On March 1, 1996, almost two decades ago, Alexander McQueen presented the Dante collection at the dilapidated Christ Church in East London. The show was dedicated to his close friend Isabella Blow; models walked a crucifix-shaped runway to a soundtrack of organ music and gunfire.
Dante was a commentary on war and religion. A few garments featured photographic prints from the Vietnam War, and one model wore a mask depicting Christ on the cross. Alongside McQueen’s clothes were striking accessories designed by Simon Costin, Shaun Leane, and Philip Treacy, from antler headdresses to crowns of metal thorns. The collection is now considered one of the milestones of McQueen’s career — a key moment in his transition from a young British designer into an internationally recognized household name. The Cut spoke to four people who were there to find out what they remember from that day.
Philip Treacy, milliner
“Dante was the show that made him, actually. The thing is, everybody loves Alexander now, but they didn’t at the beginning. And when he did that show, suddenly people could see his potential, because it was beautifully done. All that Victorian influence came from Isabella. Victoriana was her, and lots of pieces in that show were from her wardrobe. Isabella operated in a very unusual way, because she just loved certain things, and if she did, she’d call you about it a hundred times a day. And obviously she used to do the same thing to him, because eventually it would appear. I would see clothes coming down the runway, and think, I know that outfit. It would have come from her.
“Dante was very accomplished. Alexander had all these tough women around him. They weren’t really tough — they were very nice girls — but they were strong. I remember they were wearing conservative-ish skirts, but he’d made them in a certain way that they looked a bit naughty. He had a very particular take on women, and he developed a whole style for models that we hadn’t seen before. I remember he wanted those horns for Felix [Elisabetta Forma], and I couldn’t get them to stay to her head. She made it look like it was easy.

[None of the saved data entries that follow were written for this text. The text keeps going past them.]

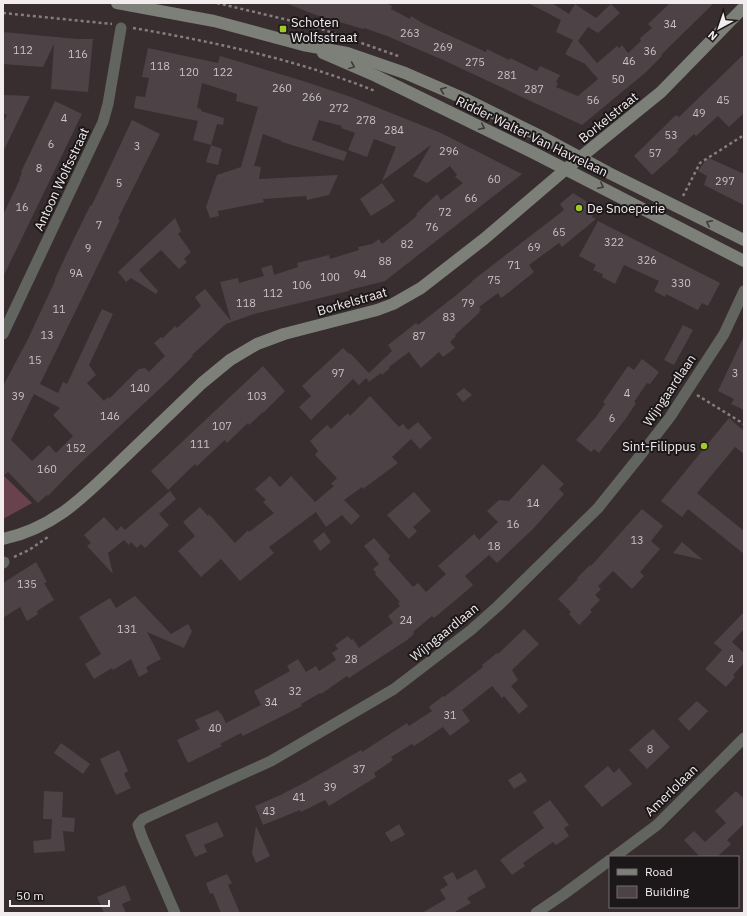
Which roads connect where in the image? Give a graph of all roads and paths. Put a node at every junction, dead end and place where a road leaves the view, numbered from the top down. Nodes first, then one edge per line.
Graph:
1 (117, 3) edge
2 (744, 7) edge
3 (3, 13) edge
4 (121, 26) junction
5 (303, 45) junction
6 (379, 92) dead end
7 (744, 135) edge
8 (580, 158) junction
9 (566, 168) junction
10 (678, 207) junction
11 (744, 240) edge
12 (744, 261) edge
13 (744, 291) edge
14 (3, 334) edge
15 (688, 389) junction
16 (744, 424) edge
17 (51, 535) dead end
18 (3, 539) edge
19 (19, 554) dead end
20 (744, 738) edge
21 (615, 856) edge
22 (609, 861) edge
23 (175, 913) edge
24 (536, 913) edge

1 - 5 main road, Ridder Walter Van Havrelaan
2 - 8 main road, Borkelstraat
3 - 4 path
4 - 6 path
4 - 14 street, Antoon Wolfsstraat
8 -> 5 main road, Ridder Walter Van Havrelaan
5 -> 9 main road, Ridder Walter Van Havrelaan
7 - 10 path
8 - 9 main road, Borkelstraat
8 - 10 main road, Ridder Walter Van Havrelaan
9 -> 12 main road, Ridder Walter Van Havrelaan
9 - 18 main road, Borkelstraat
11 -> 10 main road, Ridder Walter Van Havrelaan
13 - 15 street, Wijngaardlaan
15 - 16 path
15 - 23 street, Wijngaardlaan
17 - 19 path
20 - 21 street, Amerlolaan
22 - 24 street

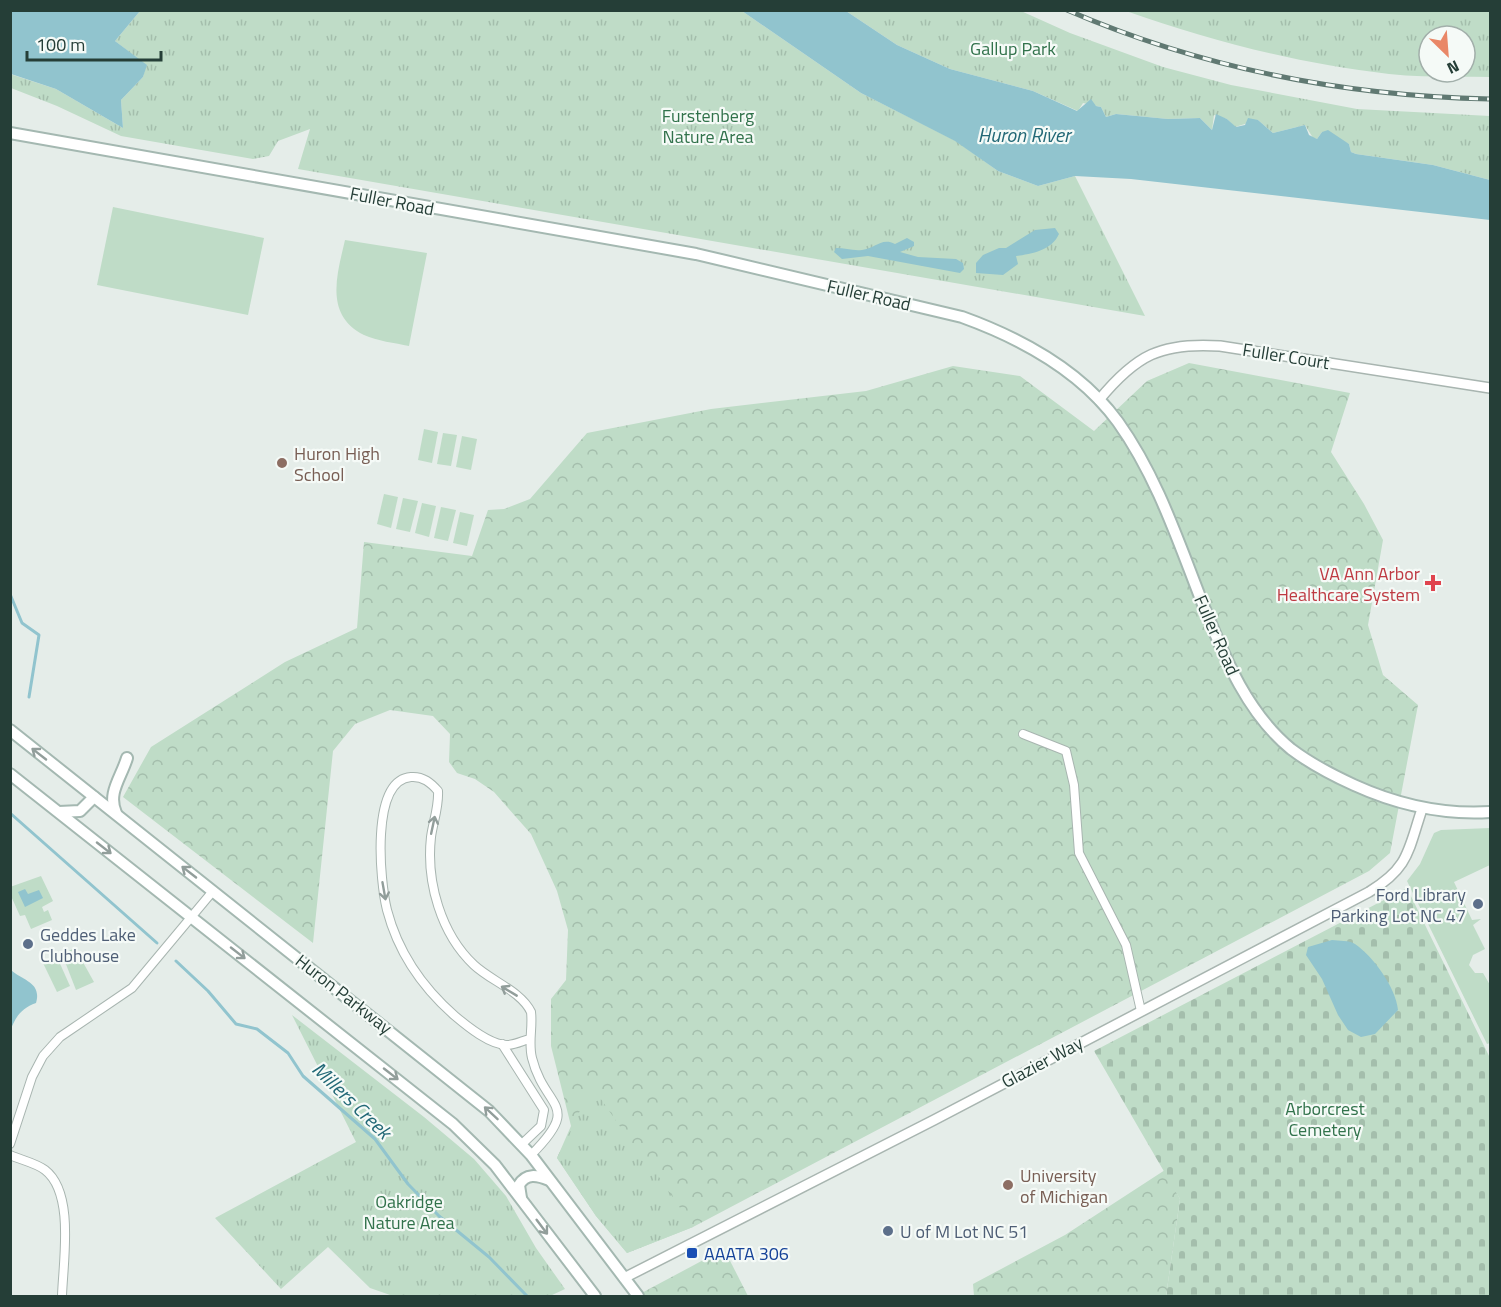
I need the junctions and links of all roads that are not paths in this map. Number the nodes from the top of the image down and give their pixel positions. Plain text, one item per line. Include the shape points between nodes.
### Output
1 (10, 133) edge
2 (1491, 388) edge
3 (1099, 400) junction
4 (10, 730) edge
5 (1023, 734) dead end
6 (127, 758) dead end
7 (10, 774) edge
8 (94, 797) junction
9 (1422, 809) junction
10 (58, 812) junction
11 (1491, 812) edge
12 (118, 816) junction
13 (213, 891) junction
14 (192, 917) junction
15 (1141, 1011) junction
16 (529, 1039) junction
17 (502, 1044) junction
18 (10, 1144) edge
19 (522, 1144) junction
20 (10, 1155) edge
21 (531, 1155) junction
22 (552, 1182) junction
23 (521, 1198) junction
24 (624, 1278) junction
25 (591, 1295) edge
26 (62, 1296) edge
27 (638, 1296) edge

1 - 3 main road, Fuller Road via 696,254 962,317 1000,331 1062,369
2 - 3 street, Fuller Court via 1188,344 1139,359
3 - 9 main road, Fuller Road via 1136,449 1156,487 1233,672 1264,722 1290,748 1322,770
8 -> 4 main road, Huron Parkway
5 - 15 street via 1066,751 1074,785 1078,853 1126,945
6 - 12 main road via 112,797
7 - 10 main road, Huron Parkway
8 - 10 main road via 75,813
8 - 12 main road, Huron Parkway
9 - 11 main road, Fuller Road
9 - 15 street, Glazier Way via 1407,856 1399,871 1387,881
10 -> 14 main road, Huron Parkway
13 -> 12 main road, Huron Parkway
13 - 14 street
19 -> 13 main road, Huron Parkway via 471,1094
14 - 18 street via 132,988 60,1037 47,1051 32,1077
14 -> 23 main road, Huron Parkway via 453,1124 495,1165
15 - 24 street, Glazier Way
16 - 17 street
16 -> 17 street via 532,1020 527,1004 471,962 444,921 430,860 438,792 425,779 405,778 388,798 381,838 382,886 394,931 418,977 440,1003 482,1035
16 - 21 street via 533,1062 559,1115 551,1134
17 - 19 street via 544,1110 541,1126
19 - 21 main road, Huron Parkway
20 - 26 street via 44,1169 60,1190 64,1216
21 - 22 main road, Huron Parkway
22 - 23 main road via 540,1176 526,1178 519,1185
22 - 24 main road, Huron Parkway
23 -> 25 main road, Huron Parkway
24 - 27 main road, Huron Parkway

“I remember Isabella incessantly clapping, because she wanted everybody to love it. She used to invite people to his shows — she used to make people go to his shows — and then she would come and see me afterward and she’d be so disappointed. She’d say, ‘That person said that maybe Alexander should make costumes. Costumes?’ They didn’t get it. People would love to pick holes in things, but Isabella was his defender. It’s easy for everybody to love him now, but she was cheerleading him for years and years and years.”
Susannah Frankel, fashion editor
“First of all, I remember it being insane at the entrance, and there just being hundreds of people — not necessarily just fashion journalists and buyers, but Lee’s friends, and students … I hadn’t really experienced that before. I remember that he put a skeleton sitting front-row next to Suzy Menkes, which was hilarious. I think it was the first show when he really thought about art-directing the space, actually, and it was in this church that everybody assumed must be deconsecrated, because of what he did there. We found out later that it wasn’t. There was quite a lot of nudity, and it was very full-on about sex, as with all his early shows.
“I remember the clothes quite well, because we shot them for The Guardian. And there are two things I remember about them: One is that however wild the presentation, and however dramatic the art direction, the clothes themselves were incredibly beautifully made, using hardly any money. But the other thing I remember was how it made everything else seem a bit twee by comparison. There wasn’t much happening in London anyway — Vivienne [Westwood] and John [Galliano] had gone to Paris. There was Hussein [Chalayan], who was a notable and amazing exception, but Lee’s woman was just so fierce that she made everybody else seem fey. I remember the antlers and the corsets, and the lilac silk … but mainly I just remember them really marching, and me thinking, They are really scary, and I wish I could be like that.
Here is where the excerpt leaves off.